**WHAT TO DO**
From the data below, copy each line that includes the word "graph".

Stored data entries
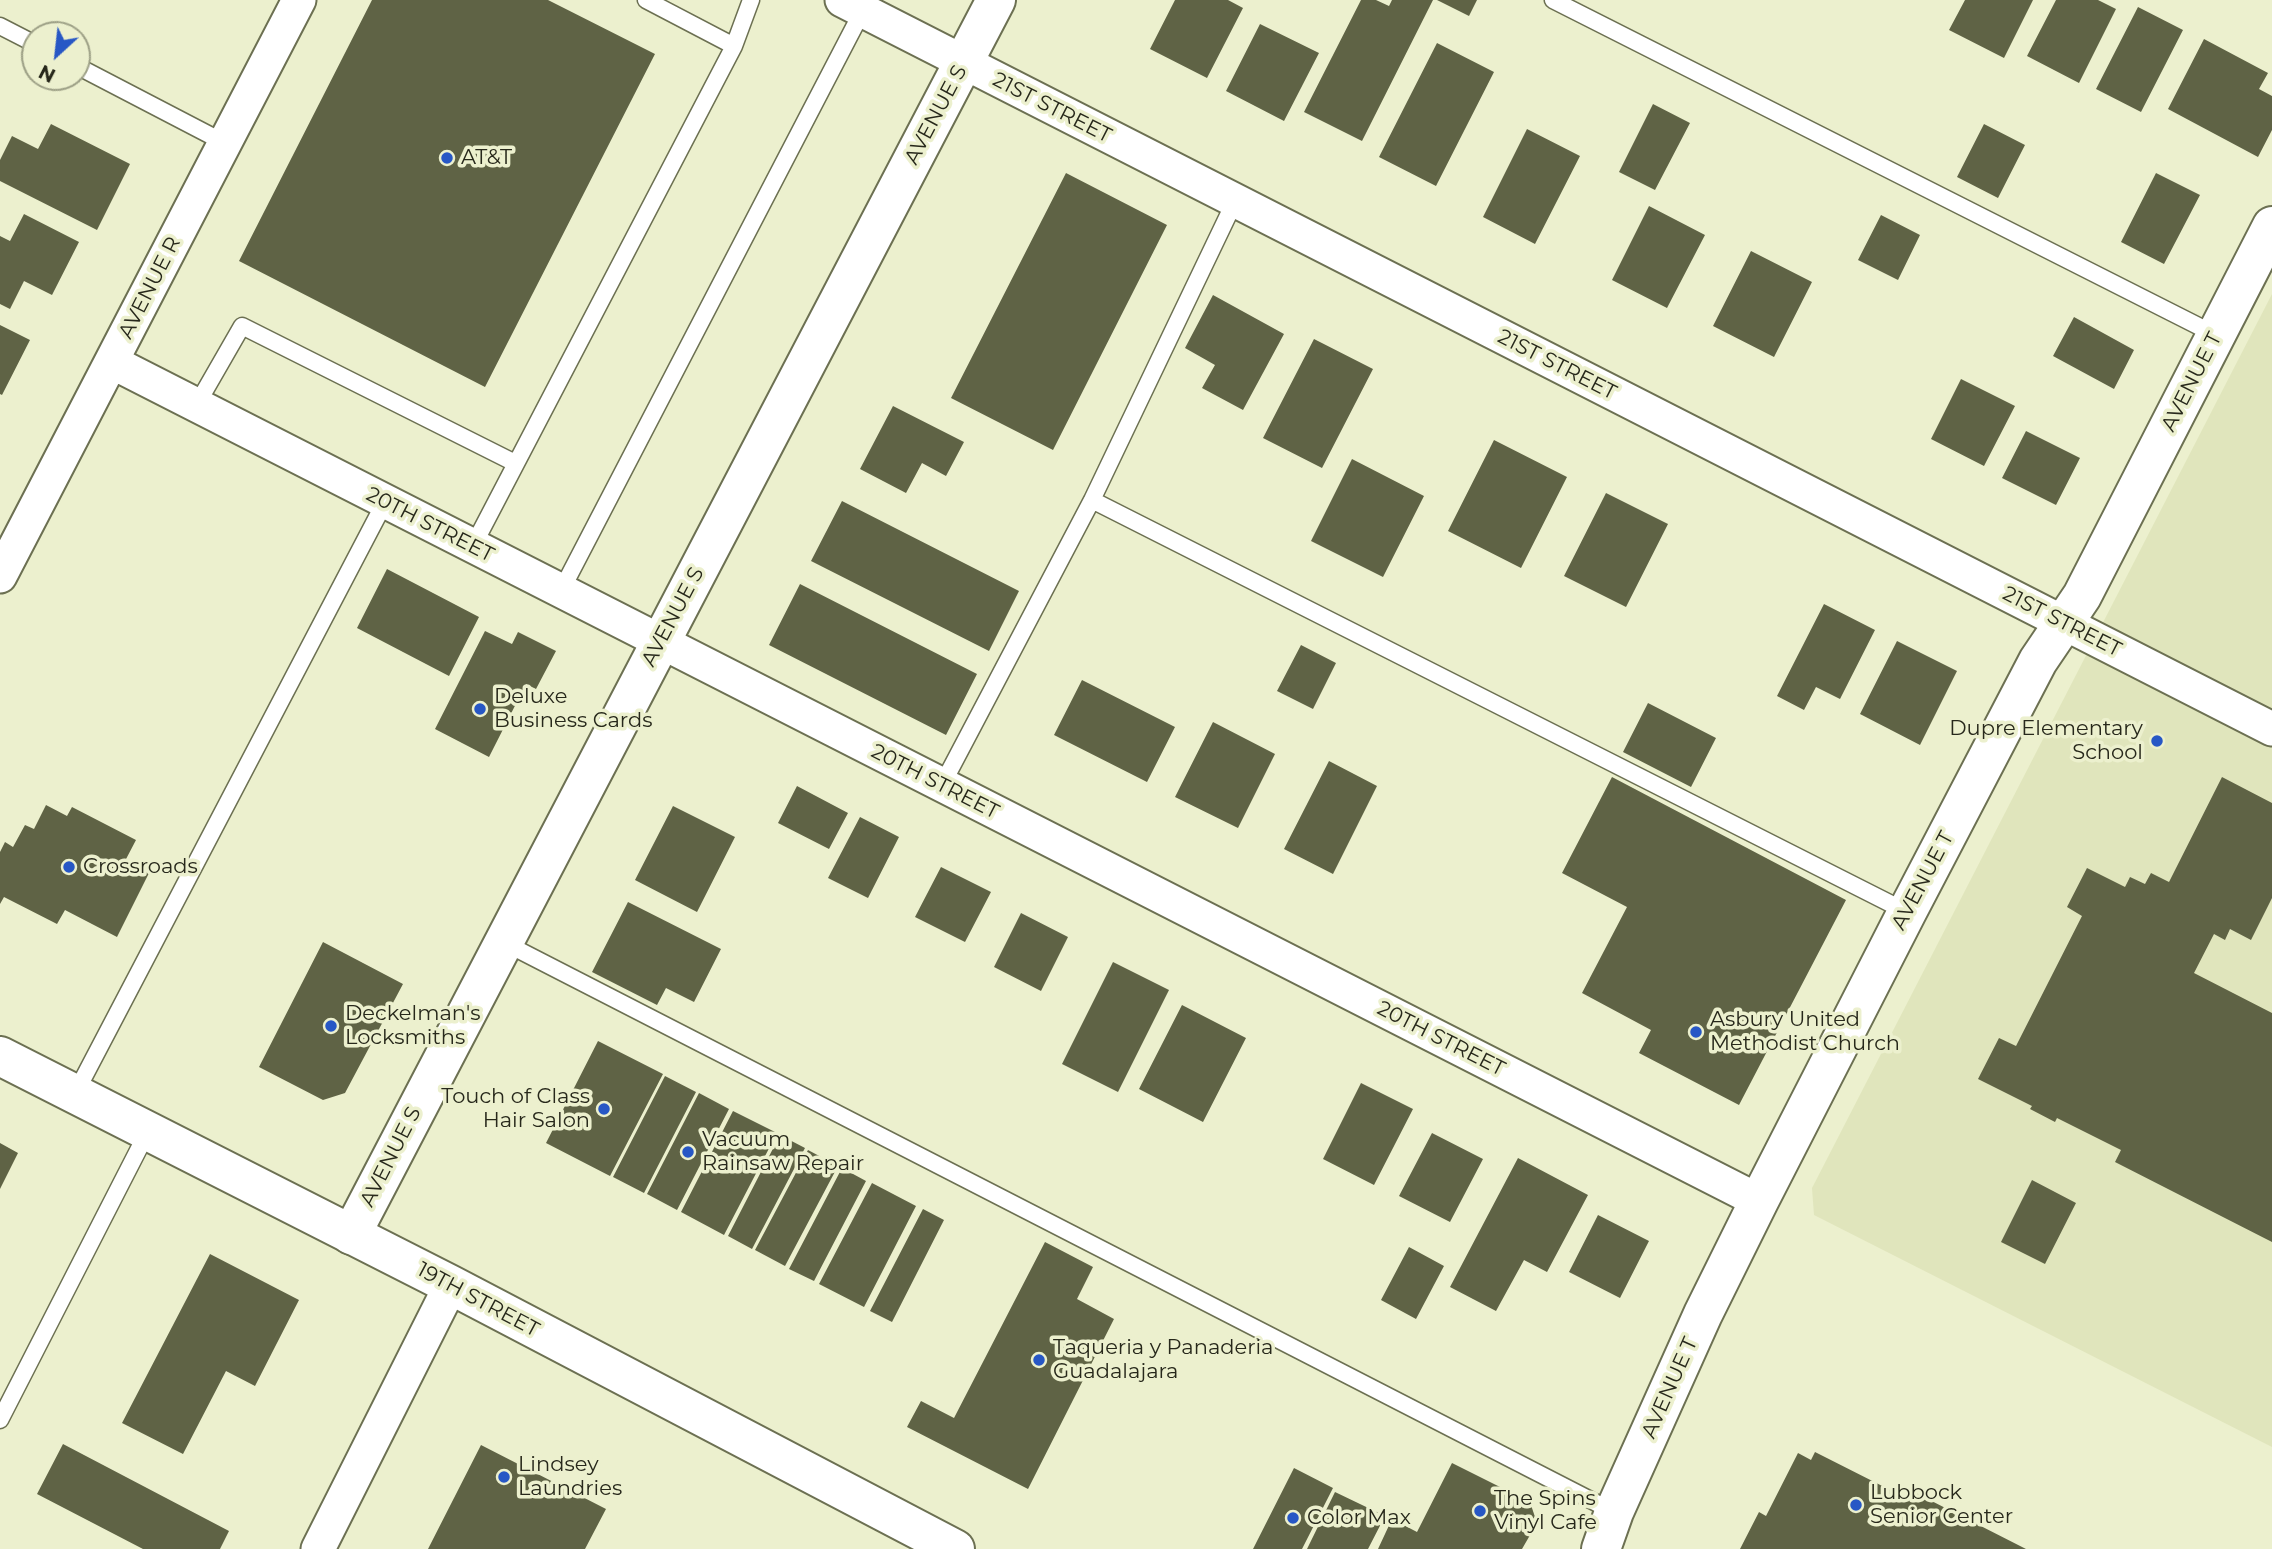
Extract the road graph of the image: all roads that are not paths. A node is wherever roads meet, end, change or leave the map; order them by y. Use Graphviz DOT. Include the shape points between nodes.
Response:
graph roads {
  1 [pos="299,0"];
  2 [pos="646,0"];
  3 [pos="751,0"];
  4 [pos="996,0"];
  5 [pos="1553,0"];
  6 [pos="853,5"];
  7 [pos="0,26"];
  8 [pos="21,37"];
  9 [pos="734,46"];
  10 [pos="964,62"];
  11 [pos="91,73"];
  12 [pos="225,143"];
  13 [pos="1235,201"];
  14 [pos="2272,226"];
  15 [pos="2216,335"];
  16 [pos="112,362"];
  17 [pos="196,406"];
  18 [pos="515,463"];
  19 [pos="1092,500"];
  20 [pos="385,502"];
  21 [pos="473,546"];
  22 [pos="0,576"];
  23 [pos="561,591"];
  24 [pos="2064,623"];
  25 [pos="660,642"];
  26 [pos="2272,729"];
  27 [pos="942,785"];
  28 [pos="1906,912"];
  29 [pos="503,942"];
  30 [pos="0,1056"];
  31 [pos="75,1094"];
  32 [pos="148,1131"];
  33 [pos="1759,1201"];
  34 [pos="351,1234"];
  35 [pos="451,1285"];
  36 [pos="0,1420"];
  37 [pos="1614,1512"];
  38 [pos="318,1549"];
  39 [pos="955,1549"];
  40 [pos="1601,1549"];
  1 -- 12 [label="street, AVENUE R"];
  2 -- 9 [label="lane"];
  3 -- 9 [label="lane"];
  4 -- 10 [label="street, AVENUE S"];
  5 -- 15 [label="lane"];
  6 -- 10 [label="street, 21ST STREET"];
  6 -- 23 [label="lane"];
  7 -- 8 [label="lane"];
  9 -- 18 [label="lane"];
  10 -- 13 [label="street, 21ST STREET"];
  10 -- 25 [label="street, AVENUE S"];
  11 -- 12 [label="lane"];
  12 -- 16 [label="street, AVENUE R"];
  13 -- 19 [label="lane"];
  13 -- 24 [label="street, 21ST STREET"];
  14 -- 15 [label="street, AVENUE T"];
  15 -- 24 [label="street, AVENUE T"];
  16 -- 17 [label="street, 20TH STREET"];
  16 -- 22 [label="street, AVENUE R"];
  17 -- 18 [label="lane" via="242,327"];
  17 -- 20 [label="street, 20TH STREET"];
  18 -- 21 [label="lane"];
  19 -- 27 [label="lane"];
  19 -- 28 [label="lane"];
  20 -- 21 [label="street, 20TH STREET"];
  20 -- 31 [label="lane"];
  21 -- 23 [label="street, 20TH STREET"];
  23 -- 25 [label="street, 20TH STREET"];
  24 -- 26 [label="street, 21ST STREET"];
  24 -- 28 [label="street, AVENUE T" via="2038,661"];
  25 -- 27 [label="street, 20TH STREET"];
  25 -- 29 [label="street, AVENUE S"];
  27 -- 33 [label="street, 20TH STREET"];
  28 -- 33 [label="street, AVENUE T"];
  29 -- 34 [label="street, AVENUE S"];
  29 -- 37 [label="lane"];
  30 -- 31 [label="street, 19TH STREET"];
  31 -- 32 [label="street, 19TH STREET"];
  32 -- 34 [label="street, 19TH STREET"];
  32 -- 36 [label="lane"];
  33 -- 37 [label="street, AVENUE T"];
  34 -- 35 [label="street, 19TH STREET"];
  35 -- 38 [label="street"];
  35 -- 39 [label="street, 19TH STREET"];
  37 -- 40 [label="street, AVENUE T"];
}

**OUTPUT OF THE EXERCISE**
Extract the road graph of the image: all roads that are not paths. A node is wherever roads meet, end, change or leave the map; order them by y. Use Graphviz DOT. Include the shape points between nodes.
graph roads {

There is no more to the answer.